> [WHAT IS NEEDED]: The entries below are to be printed again word for word.

> [DATA PROVIDED]:
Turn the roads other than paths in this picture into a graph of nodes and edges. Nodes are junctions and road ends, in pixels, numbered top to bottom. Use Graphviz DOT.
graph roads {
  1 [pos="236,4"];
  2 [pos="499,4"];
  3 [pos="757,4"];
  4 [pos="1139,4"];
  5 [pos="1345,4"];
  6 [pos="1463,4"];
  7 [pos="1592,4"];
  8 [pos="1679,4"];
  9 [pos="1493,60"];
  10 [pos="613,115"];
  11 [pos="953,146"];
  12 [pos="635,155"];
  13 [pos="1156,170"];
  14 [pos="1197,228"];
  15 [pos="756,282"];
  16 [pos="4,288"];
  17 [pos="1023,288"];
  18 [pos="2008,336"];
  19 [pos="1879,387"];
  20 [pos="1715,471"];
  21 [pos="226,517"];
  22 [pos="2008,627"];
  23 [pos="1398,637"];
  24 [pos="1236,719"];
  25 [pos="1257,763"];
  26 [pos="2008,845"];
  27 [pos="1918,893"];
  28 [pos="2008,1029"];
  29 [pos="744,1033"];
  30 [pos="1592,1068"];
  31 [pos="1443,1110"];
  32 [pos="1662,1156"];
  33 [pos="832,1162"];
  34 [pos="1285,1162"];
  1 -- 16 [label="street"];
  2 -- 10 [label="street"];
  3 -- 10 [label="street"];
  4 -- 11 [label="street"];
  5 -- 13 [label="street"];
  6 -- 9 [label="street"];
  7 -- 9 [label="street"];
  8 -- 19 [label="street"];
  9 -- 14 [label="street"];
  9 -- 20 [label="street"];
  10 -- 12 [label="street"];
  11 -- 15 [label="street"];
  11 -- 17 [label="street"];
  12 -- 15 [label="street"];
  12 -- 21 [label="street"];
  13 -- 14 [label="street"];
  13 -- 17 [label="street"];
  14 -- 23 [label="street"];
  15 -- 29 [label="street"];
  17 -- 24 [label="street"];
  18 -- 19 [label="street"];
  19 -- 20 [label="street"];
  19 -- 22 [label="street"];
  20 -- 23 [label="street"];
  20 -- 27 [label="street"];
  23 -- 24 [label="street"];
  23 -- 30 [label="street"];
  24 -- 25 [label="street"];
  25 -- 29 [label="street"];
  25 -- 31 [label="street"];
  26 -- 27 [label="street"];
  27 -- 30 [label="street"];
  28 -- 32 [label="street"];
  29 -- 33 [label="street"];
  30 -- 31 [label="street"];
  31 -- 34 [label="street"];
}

> [OUTPUT]:
Turn the roads other than paths in this picture into a graph of nodes and edges. Nodes are junctions and road ends, in pixels, numbered top to bottom. Use Graphviz DOT.
graph roads {
  1 [pos="236,4"];
  2 [pos="499,4"];
  3 [pos="757,4"];
  4 [pos="1139,4"];
  5 [pos="1345,4"];
  6 [pos="1463,4"];
  7 [pos="1592,4"];
  8 [pos="1679,4"];
  9 [pos="1493,60"];
  10 [pos="613,115"];
  11 [pos="953,146"];
  12 [pos="635,155"];
  13 [pos="1156,170"];
  14 [pos="1197,228"];
  15 [pos="756,282"];
  16 [pos="4,288"];
  17 [pos="1023,288"];
  18 [pos="2008,336"];
  19 [pos="1879,387"];
  20 [pos="1715,471"];
  21 [pos="226,517"];
  22 [pos="2008,627"];
  23 [pos="1398,637"];
  24 [pos="1236,719"];
  25 [pos="1257,763"];
  26 [pos="2008,845"];
  27 [pos="1918,893"];
  28 [pos="2008,1029"];
  29 [pos="744,1033"];
  30 [pos="1592,1068"];
  31 [pos="1443,1110"];
  32 [pos="1662,1156"];
  33 [pos="832,1162"];
  34 [pos="1285,1162"];
  1 -- 16 [label="street"];
  2 -- 10 [label="street"];
  3 -- 10 [label="street"];
  4 -- 11 [label="street"];
  5 -- 13 [label="street"];
  6 -- 9 [label="street"];
  7 -- 9 [label="street"];
  8 -- 19 [label="street"];
  9 -- 14 [label="street"];
  9 -- 20 [label="street"];
  10 -- 12 [label="street"];
  11 -- 15 [label="street"];
  11 -- 17 [label="street"];
  12 -- 15 [label="street"];
  12 -- 21 [label="street"];
  13 -- 14 [label="street"];
  13 -- 17 [label="street"];
  14 -- 23 [label="street"];
  15 -- 29 [label="street"];
  17 -- 24 [label="street"];
  18 -- 19 [label="street"];
  19 -- 20 [label="street"];
  19 -- 22 [label="street"];
  20 -- 23 [label="street"];
  20 -- 27 [label="street"];
  23 -- 24 [label="street"];
  23 -- 30 [label="street"];
  24 -- 25 [label="street"];
  25 -- 29 [label="street"];
  25 -- 31 [label="street"];
  26 -- 27 [label="street"];
  27 -- 30 [label="street"];
  28 -- 32 [label="street"];
  29 -- 33 [label="street"];
  30 -- 31 [label="street"];
  31 -- 34 [label="street"];
}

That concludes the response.